> **Exercise requirements**: Look through the records below, count the lines with the word "white", and reply with only the number.

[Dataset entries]
((
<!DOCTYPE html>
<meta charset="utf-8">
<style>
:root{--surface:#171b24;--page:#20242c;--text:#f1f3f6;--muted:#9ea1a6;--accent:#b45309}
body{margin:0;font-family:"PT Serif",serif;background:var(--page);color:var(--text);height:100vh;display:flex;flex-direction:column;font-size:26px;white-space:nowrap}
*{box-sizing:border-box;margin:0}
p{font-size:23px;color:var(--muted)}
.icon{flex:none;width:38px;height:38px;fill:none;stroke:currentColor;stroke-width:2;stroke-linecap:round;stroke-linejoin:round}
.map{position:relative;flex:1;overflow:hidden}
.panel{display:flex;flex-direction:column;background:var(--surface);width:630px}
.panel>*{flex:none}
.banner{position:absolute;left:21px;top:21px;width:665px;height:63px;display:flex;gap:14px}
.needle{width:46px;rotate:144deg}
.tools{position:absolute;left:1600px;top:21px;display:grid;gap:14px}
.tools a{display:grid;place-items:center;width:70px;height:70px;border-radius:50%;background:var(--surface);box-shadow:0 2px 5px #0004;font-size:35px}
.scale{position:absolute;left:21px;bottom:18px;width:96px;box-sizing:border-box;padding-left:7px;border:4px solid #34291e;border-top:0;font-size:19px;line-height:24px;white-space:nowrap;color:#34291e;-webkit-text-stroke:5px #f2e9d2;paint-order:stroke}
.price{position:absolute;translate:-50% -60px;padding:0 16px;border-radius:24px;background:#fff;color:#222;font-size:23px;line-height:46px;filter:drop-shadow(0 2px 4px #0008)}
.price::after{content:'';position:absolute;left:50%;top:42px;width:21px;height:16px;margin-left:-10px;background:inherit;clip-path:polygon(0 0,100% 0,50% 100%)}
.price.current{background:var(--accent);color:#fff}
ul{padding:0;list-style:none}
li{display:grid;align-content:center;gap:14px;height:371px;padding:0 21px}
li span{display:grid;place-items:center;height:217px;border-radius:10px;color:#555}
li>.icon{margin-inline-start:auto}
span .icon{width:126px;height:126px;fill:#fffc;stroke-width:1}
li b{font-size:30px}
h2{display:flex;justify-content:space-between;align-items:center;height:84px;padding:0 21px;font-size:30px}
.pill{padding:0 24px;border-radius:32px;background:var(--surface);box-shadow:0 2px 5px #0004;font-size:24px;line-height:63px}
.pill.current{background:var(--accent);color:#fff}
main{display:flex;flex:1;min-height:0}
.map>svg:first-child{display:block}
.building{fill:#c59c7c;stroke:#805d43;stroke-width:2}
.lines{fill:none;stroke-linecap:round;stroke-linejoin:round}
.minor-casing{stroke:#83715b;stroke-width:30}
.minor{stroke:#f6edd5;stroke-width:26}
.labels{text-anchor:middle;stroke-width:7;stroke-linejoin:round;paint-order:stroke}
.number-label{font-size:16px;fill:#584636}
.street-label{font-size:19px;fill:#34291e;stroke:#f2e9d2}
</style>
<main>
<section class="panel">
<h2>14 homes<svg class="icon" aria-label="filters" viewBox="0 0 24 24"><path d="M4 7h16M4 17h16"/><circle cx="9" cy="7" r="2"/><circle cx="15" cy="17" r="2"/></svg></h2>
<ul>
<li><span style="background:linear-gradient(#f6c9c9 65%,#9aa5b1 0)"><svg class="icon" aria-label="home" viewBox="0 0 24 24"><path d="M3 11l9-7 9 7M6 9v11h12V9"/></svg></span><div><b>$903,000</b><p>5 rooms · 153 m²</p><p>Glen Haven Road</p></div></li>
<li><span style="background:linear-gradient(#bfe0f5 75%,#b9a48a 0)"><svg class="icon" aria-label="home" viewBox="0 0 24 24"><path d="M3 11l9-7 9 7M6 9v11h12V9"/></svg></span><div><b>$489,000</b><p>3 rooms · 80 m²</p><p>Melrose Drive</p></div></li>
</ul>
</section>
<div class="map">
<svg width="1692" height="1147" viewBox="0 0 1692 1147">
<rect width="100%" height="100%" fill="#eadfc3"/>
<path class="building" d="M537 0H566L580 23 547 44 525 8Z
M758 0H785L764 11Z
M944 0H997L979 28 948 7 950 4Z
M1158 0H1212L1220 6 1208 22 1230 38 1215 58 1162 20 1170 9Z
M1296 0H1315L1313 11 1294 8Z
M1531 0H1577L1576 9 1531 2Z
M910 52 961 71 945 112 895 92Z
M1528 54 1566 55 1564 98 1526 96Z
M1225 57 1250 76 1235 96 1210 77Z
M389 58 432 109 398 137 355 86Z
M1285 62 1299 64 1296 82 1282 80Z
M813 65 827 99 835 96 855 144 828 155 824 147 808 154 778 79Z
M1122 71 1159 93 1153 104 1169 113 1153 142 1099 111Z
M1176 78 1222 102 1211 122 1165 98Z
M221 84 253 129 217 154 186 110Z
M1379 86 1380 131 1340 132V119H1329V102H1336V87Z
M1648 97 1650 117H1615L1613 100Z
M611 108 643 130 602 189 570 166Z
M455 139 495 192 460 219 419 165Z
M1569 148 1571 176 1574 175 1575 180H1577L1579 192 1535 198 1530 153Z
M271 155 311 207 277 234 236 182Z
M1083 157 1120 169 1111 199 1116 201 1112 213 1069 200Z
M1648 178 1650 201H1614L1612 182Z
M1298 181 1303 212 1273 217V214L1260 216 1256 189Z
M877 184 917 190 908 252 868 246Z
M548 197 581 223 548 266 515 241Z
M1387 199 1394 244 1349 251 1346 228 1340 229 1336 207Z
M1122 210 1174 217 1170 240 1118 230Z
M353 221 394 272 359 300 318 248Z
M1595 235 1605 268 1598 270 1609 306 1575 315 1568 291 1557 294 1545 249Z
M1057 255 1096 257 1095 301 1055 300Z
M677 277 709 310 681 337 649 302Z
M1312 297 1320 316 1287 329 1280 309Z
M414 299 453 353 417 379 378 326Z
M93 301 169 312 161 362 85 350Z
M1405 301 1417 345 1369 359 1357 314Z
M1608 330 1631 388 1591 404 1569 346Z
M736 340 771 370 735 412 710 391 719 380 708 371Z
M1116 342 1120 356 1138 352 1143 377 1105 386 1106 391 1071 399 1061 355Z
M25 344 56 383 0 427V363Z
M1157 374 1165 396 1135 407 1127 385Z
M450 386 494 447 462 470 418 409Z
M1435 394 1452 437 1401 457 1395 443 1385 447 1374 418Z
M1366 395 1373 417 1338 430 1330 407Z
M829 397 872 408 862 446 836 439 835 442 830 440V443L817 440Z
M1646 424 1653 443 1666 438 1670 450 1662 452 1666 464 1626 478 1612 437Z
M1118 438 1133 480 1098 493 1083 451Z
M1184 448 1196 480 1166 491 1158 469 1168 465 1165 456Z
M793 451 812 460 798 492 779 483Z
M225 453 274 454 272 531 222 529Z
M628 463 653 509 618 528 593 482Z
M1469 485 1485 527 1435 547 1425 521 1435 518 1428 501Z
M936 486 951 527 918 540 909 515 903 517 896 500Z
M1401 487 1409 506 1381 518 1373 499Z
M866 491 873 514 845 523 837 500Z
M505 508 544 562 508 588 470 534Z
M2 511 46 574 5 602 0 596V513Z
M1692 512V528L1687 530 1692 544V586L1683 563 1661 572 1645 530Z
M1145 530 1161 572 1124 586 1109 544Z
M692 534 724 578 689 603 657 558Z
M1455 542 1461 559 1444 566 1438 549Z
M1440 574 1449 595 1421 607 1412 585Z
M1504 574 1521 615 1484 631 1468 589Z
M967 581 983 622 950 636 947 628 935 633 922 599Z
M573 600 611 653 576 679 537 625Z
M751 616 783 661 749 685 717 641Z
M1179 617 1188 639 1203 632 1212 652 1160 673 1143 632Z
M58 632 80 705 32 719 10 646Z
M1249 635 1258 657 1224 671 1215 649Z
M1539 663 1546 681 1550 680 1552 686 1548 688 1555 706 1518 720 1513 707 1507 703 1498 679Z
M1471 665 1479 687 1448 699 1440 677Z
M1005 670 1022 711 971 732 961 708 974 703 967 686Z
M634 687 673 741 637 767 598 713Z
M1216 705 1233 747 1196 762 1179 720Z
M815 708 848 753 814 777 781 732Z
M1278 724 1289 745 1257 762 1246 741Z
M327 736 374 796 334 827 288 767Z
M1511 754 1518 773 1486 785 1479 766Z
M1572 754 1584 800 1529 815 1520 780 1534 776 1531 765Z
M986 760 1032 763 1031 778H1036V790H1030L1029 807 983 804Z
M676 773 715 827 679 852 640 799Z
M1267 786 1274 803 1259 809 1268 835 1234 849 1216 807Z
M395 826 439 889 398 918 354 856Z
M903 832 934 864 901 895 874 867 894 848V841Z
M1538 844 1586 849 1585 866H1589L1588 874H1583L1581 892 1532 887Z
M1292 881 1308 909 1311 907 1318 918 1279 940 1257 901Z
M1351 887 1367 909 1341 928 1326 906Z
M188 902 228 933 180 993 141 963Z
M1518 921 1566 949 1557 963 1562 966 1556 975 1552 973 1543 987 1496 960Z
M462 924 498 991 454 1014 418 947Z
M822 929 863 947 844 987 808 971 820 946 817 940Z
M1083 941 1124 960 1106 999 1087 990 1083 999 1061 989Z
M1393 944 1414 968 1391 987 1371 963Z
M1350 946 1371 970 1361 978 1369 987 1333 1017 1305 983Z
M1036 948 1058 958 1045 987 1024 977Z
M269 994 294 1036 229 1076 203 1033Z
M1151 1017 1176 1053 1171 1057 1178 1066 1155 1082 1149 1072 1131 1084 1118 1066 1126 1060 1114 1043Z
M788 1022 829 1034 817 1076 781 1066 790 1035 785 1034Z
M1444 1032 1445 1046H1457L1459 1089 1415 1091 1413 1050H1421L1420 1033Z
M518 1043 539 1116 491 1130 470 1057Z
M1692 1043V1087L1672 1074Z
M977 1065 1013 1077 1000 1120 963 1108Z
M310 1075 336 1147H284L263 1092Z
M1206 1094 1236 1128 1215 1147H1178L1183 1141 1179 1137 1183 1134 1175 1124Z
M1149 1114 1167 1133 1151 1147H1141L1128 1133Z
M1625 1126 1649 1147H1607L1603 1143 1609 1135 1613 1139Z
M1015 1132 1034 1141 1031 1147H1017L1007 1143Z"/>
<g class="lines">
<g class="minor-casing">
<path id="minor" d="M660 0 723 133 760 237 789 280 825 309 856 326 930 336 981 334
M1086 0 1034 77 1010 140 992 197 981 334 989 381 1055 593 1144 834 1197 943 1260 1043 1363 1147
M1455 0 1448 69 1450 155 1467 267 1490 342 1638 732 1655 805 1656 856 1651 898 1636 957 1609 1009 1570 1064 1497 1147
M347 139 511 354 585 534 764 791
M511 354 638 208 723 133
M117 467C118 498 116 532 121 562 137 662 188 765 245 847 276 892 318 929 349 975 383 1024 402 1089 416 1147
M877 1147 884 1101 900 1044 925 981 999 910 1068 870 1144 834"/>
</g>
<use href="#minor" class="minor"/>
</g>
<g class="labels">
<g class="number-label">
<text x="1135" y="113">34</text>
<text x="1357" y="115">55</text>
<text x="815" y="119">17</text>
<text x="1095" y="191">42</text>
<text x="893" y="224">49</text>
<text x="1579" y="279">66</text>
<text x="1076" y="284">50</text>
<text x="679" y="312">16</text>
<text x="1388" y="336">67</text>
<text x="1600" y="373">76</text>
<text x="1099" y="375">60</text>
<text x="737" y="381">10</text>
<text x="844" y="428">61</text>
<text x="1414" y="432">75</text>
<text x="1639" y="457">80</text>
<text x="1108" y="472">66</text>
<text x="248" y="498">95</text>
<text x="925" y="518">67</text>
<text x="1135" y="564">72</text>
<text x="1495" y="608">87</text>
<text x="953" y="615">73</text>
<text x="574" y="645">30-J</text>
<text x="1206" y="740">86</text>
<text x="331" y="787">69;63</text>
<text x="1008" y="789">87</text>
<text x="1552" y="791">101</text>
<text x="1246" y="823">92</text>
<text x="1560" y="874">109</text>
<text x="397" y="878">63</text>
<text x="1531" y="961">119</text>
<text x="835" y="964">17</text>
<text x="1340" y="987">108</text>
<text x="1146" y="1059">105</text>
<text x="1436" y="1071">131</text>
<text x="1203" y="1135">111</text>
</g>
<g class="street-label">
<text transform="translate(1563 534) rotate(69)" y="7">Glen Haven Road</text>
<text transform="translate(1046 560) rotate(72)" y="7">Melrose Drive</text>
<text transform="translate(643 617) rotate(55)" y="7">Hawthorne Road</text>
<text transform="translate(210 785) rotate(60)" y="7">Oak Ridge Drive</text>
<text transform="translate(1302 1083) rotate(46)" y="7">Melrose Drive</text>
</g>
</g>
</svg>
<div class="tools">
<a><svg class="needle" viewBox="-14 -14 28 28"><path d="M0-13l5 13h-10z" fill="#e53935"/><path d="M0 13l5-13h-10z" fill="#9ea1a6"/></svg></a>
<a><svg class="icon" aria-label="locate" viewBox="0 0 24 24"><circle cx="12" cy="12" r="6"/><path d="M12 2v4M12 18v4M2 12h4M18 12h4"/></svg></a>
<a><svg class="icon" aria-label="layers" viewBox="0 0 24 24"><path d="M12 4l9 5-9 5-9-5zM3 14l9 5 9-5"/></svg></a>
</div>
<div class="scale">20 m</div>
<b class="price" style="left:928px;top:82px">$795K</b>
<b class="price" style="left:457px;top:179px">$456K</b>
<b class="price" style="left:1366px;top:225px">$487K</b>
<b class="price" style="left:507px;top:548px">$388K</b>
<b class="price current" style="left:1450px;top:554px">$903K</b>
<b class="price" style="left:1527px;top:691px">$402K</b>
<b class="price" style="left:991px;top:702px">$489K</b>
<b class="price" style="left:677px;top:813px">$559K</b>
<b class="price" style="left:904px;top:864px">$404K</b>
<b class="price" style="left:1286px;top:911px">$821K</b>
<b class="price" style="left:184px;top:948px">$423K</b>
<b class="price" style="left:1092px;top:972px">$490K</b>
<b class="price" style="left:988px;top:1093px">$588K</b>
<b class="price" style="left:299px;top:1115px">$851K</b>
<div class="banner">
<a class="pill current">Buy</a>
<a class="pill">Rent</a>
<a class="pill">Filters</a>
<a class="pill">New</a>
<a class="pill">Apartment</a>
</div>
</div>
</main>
))
> **Result of the exercise**: 2